なんでしょうその態度の変化は?本当に一目ぼれした相手にはへこへこするタイプの人なんですか?王子様なんだし、偉そうにするなら偉そうにするで統一してくださいな。とはいえレオンさんが大丈夫そうで、本当に良かった。私は自分のことばっかりですね、レオンさんだって酷い目にあったのに。
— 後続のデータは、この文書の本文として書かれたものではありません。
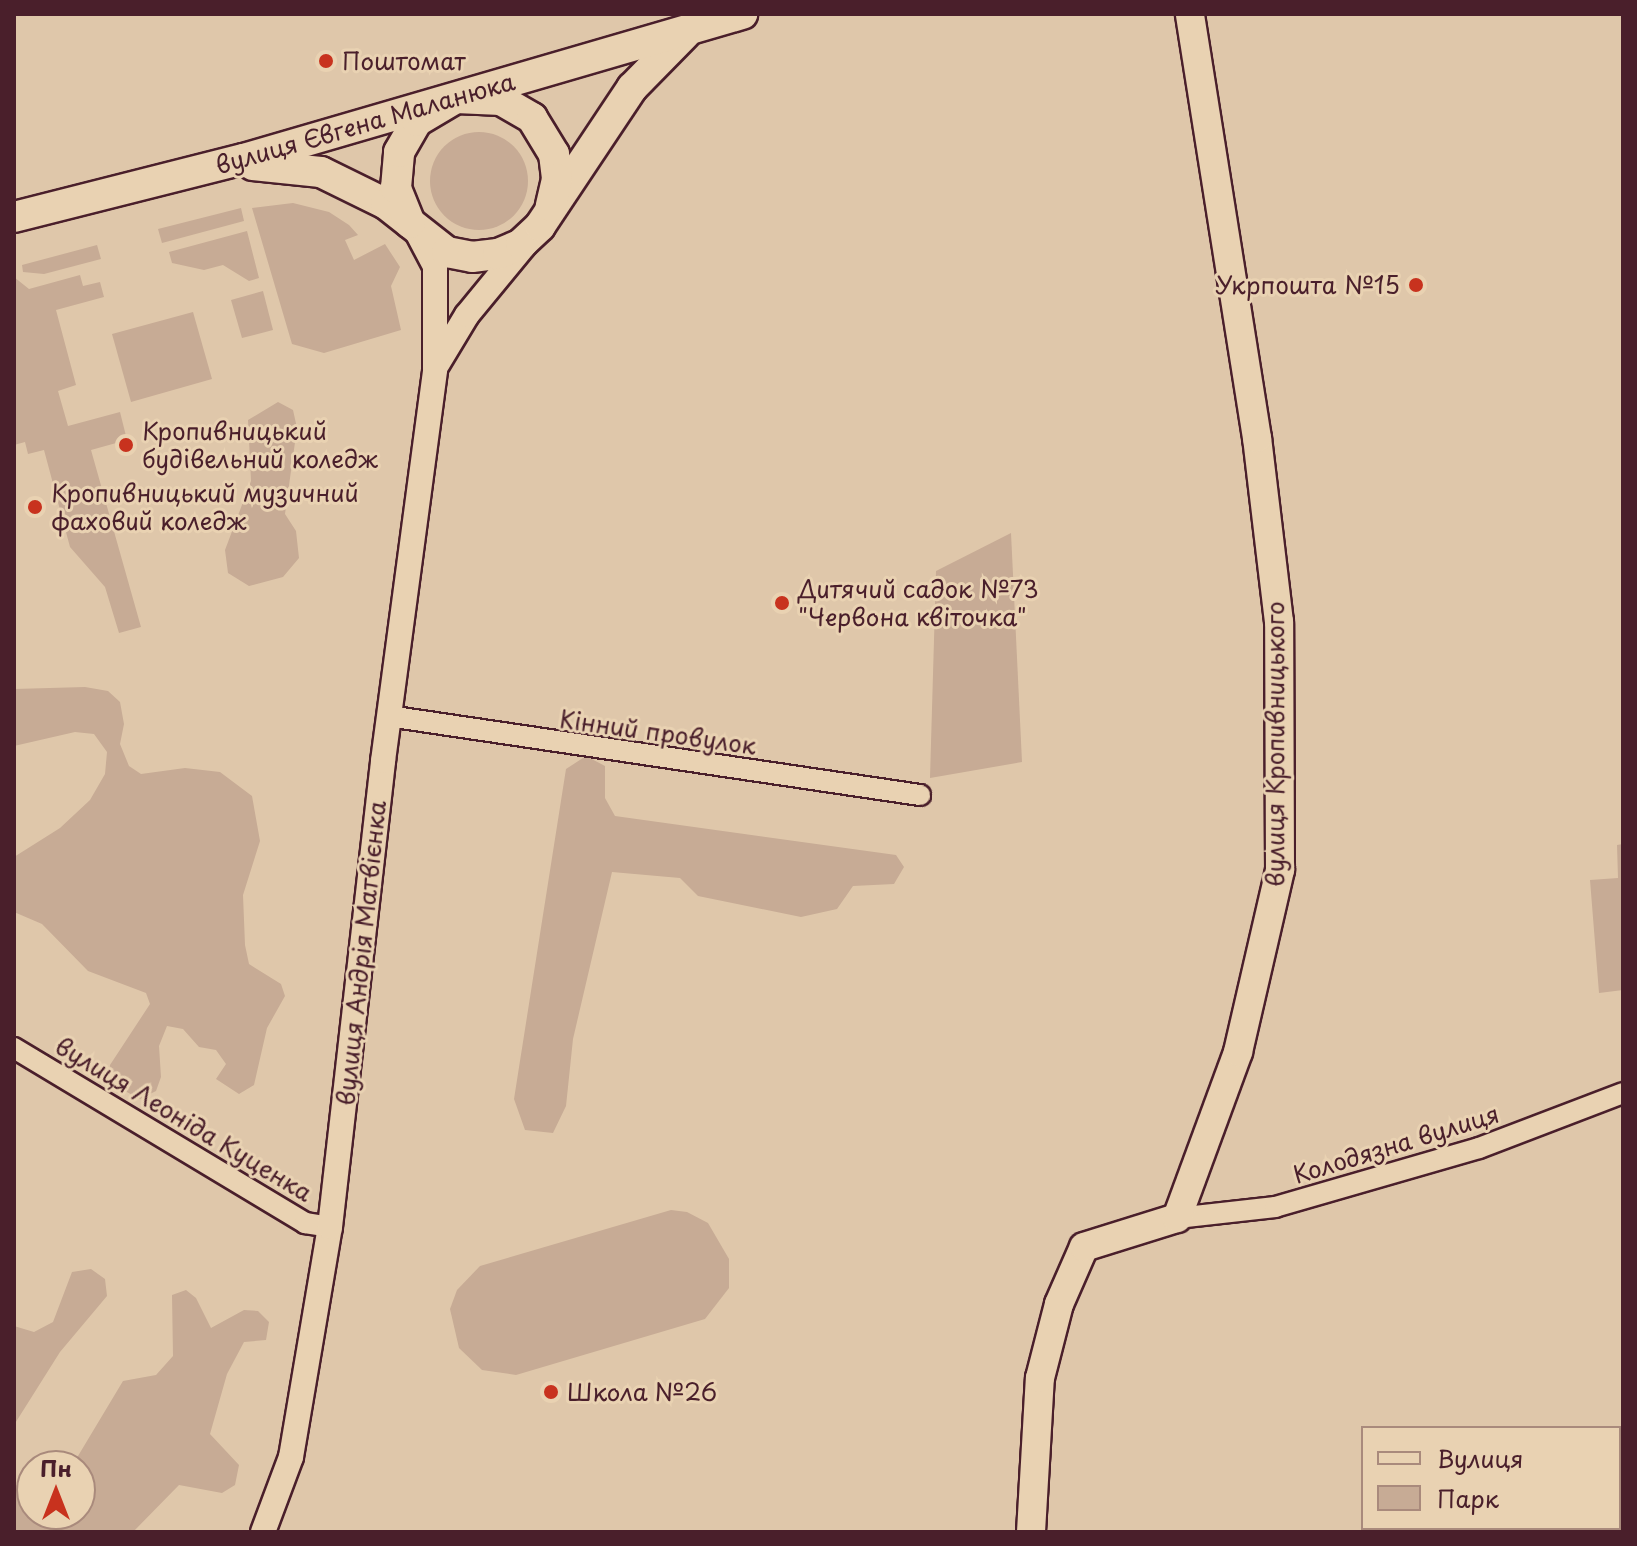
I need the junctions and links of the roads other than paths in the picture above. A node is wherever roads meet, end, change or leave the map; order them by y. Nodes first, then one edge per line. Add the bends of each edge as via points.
1 (742, 14) edge
2 (1190, 14) edge
3 (703, 20) edge
4 (456, 98) junction
5 (223, 165) junction
6 (14, 217) edge
7 (540, 226) junction
8 (416, 231) junction
9 (435, 369) junction
10 (388, 716) junction
11 (920, 795) dead end
12 (14, 1049) edge
13 (1623, 1093) edge
14 (1177, 1218) junction
15 (330, 1227) junction
16 (263, 1532) edge
17 (1031, 1532) edge

1 - 3 main road, вулиця Євгена Маланюка
2 - 14 main road, вулиця Кропивницького via 1252,408 1279,622 1280,870 1238,1052
3 - 4 main road, вулиця Євгена Маланюка
3 - 7 main road via 632,88
4 - 5 main road, вулиця Євгена Маланюка
4 - 7 main road via 501,100 543,131 557,179
4 - 8 main road via 417,121 399,152 396,188
5 - 6 main road, вулиця Євгена Маланюка
5 - 8 main road via 321,172 386,204
7 - 8 main road via 521,244 472,257 447,252
7 - 9 street via 467,315
8 - 9 street, вулиця Андрія Матвієнка via 435,266
9 - 10 street, вулиця Андрія Матвієнка
10 - 11 street, Кінний провулок
10 - 15 street, вулиця Андрія Матвієнка
12 - 15 street, вулиця Леоніда Куценка via 305,1223
13 - 14 street, Колодязна вулиця via 1479,1148 1275,1207
14 - 17 main road via 1084,1247 1044,1351
15 - 16 street, вулиця Андрія Матвієнка via 291,1457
「私、使いの人が来るまでの間にアートと仲良くなろうと思います」


「仲悪いの?」


「ラーラ!聞き方ってもんがあるでしょ!」


(わる)かあないですけど……気まずいっていうか……」


「ま、頑張んなさい。なにかあったらランチでも奢るわよ」


「ありがとうございます」


「あたしも話聞いたげるー!!」


「俺はあいつがお前を傷つけるようなことをしたらぶん殴ってやる。お前の親友としてな」


「アートは多少の鈍器で殴られたくらいじゃダメージ受けなそうですけどね」


「あいつは化け物かなにかなのか?」


こういうのが、友達や女の子とするような普通の恋愛トークというもんなんでしょうか?もうすぐレイアスですから、セドリックさんたちとは数日でお別れになるでしょう。話を聞いてもらえるのもそこまでです。いつまでも人に頼りきりではいけませんからね。


具体的に何を言いたいでもないのですが、私はとにかく気まずくても、アートに正面から向かい合うことに決めたのでした。